Stored data entries:
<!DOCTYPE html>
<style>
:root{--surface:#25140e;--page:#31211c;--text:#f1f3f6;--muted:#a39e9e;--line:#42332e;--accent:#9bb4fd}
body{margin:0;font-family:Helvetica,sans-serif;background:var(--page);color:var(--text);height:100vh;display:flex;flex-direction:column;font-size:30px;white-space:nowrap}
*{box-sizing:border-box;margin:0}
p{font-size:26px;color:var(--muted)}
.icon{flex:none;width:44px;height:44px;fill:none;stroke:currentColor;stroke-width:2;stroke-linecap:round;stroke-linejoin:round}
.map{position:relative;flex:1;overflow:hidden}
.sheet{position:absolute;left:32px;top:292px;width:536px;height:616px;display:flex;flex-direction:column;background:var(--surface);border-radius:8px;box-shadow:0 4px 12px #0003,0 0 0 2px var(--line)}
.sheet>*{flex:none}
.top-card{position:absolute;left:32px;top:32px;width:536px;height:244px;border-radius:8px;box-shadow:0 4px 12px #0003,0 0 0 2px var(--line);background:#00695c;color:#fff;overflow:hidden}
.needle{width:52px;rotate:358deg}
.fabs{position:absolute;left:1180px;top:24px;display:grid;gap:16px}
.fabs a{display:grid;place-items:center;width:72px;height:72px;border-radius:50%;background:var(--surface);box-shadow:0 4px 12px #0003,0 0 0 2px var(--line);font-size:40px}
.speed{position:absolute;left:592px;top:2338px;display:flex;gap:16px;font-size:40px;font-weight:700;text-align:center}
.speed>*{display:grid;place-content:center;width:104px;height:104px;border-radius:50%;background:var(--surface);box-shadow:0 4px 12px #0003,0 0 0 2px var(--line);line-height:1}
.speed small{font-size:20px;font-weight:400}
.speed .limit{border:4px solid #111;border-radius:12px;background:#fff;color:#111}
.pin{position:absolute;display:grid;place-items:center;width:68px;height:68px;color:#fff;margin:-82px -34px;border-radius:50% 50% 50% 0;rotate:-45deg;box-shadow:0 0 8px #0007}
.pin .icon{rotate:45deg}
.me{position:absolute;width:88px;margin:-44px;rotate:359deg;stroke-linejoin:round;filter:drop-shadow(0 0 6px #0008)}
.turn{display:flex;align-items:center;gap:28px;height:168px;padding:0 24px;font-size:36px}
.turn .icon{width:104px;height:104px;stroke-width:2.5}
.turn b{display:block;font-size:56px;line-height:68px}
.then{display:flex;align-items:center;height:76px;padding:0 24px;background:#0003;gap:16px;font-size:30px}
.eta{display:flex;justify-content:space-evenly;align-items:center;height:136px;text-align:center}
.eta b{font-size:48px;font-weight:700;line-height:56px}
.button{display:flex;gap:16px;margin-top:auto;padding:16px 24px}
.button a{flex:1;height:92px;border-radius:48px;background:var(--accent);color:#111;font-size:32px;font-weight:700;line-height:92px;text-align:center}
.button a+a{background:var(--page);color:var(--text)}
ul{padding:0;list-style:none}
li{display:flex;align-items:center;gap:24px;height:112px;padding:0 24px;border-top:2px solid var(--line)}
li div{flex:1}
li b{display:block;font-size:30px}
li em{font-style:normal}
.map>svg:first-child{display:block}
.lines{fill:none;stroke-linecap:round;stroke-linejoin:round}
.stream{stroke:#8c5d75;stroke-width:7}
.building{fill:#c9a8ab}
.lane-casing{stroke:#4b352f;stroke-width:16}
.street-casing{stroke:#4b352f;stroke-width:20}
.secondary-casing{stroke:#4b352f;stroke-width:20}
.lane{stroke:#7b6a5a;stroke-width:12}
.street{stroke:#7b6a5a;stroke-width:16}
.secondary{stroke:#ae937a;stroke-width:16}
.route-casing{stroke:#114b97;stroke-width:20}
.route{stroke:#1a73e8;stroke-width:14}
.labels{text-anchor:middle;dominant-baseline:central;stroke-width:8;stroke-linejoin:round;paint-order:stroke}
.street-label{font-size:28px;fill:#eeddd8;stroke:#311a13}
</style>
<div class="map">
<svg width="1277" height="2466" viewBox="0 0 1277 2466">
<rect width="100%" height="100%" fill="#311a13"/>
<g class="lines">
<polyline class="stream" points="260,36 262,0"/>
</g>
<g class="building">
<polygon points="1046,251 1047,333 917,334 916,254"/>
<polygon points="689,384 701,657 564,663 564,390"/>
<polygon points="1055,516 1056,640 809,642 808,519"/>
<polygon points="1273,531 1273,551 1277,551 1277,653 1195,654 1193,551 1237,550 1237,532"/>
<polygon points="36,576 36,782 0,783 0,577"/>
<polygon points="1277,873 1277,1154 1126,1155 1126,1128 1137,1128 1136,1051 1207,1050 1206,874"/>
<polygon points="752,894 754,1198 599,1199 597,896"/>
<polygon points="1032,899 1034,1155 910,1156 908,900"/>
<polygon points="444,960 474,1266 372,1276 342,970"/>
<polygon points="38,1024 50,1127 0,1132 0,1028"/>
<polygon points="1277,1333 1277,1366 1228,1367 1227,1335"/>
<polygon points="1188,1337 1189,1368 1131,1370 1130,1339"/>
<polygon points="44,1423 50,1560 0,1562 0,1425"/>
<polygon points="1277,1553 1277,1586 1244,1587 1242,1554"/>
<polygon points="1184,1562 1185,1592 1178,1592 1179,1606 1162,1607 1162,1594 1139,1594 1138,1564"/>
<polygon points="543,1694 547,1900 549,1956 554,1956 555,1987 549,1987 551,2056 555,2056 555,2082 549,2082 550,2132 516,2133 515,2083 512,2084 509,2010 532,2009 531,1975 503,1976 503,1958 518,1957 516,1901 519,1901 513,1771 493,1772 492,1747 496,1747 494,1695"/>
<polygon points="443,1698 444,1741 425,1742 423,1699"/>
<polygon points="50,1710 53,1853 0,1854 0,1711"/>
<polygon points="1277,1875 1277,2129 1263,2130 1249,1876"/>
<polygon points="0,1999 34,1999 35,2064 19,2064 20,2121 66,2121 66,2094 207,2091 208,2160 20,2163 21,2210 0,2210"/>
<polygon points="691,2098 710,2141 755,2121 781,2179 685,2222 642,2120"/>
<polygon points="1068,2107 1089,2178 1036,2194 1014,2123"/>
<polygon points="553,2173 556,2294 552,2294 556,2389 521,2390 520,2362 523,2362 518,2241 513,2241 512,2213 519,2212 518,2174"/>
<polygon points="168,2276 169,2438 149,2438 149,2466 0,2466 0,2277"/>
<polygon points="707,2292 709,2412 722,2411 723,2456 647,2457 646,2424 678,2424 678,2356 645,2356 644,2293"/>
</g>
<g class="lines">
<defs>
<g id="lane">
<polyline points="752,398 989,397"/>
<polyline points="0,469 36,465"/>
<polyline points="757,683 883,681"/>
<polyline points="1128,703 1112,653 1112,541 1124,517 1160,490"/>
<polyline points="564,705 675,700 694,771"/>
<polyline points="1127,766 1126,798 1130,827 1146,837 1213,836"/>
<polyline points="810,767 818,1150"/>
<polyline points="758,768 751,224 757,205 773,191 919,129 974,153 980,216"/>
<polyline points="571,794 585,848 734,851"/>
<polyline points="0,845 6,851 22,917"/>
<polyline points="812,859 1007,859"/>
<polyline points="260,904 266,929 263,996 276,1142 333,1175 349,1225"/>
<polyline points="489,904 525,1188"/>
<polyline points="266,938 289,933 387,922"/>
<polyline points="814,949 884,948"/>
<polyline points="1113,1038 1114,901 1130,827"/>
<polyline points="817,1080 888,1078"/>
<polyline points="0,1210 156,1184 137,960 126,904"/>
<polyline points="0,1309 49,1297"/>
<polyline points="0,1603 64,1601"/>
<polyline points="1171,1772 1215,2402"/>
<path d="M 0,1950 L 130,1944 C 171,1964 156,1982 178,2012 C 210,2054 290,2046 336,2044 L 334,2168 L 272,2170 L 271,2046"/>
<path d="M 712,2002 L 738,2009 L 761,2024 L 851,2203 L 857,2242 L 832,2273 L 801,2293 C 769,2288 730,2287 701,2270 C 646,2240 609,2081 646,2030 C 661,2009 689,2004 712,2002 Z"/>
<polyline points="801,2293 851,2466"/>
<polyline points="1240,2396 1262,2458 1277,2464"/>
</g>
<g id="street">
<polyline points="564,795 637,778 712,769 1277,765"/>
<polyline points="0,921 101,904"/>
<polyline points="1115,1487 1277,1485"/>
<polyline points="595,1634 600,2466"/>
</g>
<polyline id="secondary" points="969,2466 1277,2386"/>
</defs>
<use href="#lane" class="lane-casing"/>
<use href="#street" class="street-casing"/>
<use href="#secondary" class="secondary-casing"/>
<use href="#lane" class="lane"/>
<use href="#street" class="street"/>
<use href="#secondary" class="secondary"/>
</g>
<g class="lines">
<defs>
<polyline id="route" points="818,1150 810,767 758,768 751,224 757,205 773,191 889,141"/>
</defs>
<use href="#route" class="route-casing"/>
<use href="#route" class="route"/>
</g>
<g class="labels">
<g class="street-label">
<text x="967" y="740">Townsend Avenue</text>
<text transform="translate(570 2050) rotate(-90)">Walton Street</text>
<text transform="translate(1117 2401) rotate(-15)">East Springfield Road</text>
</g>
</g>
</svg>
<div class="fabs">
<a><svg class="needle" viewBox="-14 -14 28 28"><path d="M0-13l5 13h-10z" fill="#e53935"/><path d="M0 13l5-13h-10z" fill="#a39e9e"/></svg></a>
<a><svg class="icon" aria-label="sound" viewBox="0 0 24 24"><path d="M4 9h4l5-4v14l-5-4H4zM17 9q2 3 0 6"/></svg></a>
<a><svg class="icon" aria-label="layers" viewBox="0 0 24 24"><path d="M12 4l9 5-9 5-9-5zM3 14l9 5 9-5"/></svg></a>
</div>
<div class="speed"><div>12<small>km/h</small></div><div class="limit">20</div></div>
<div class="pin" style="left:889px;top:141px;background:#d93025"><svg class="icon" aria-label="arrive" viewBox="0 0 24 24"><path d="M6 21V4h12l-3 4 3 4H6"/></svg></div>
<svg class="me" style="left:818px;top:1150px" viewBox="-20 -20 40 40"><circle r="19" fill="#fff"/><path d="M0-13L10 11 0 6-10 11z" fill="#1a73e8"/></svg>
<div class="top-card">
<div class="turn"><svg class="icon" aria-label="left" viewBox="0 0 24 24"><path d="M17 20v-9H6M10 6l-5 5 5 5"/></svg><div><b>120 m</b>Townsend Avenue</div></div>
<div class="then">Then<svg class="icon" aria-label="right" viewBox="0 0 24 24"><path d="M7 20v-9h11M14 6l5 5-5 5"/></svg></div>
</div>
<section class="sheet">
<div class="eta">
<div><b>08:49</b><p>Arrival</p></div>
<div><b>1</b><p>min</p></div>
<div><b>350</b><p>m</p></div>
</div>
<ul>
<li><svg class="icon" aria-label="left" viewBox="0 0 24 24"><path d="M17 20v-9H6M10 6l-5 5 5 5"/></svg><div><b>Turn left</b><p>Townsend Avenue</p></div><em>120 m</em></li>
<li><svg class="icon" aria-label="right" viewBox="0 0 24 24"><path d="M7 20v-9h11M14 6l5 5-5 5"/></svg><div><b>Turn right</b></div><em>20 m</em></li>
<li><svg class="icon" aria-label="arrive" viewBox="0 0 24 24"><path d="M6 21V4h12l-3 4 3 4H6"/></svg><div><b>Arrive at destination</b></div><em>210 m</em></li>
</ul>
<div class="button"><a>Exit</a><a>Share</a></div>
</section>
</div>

▶ _WHAT YOU NEED TO DO_:
Scan the records above for the word "fabs" and return every line where it occurs.

▶ _RESPONSE FOR THIS EXERCISE_:
.fabs{position:absolute;left:1180px;top:24px;display:grid;gap:16px}
.fabs a{display:grid;place-items:center;width:72px;height:72px;border-radius:50%;background:var(--surface);box-shadow:0 4px 12px #0003,0 0 0 2px var(--line);font-size:40px}
<div class="fabs">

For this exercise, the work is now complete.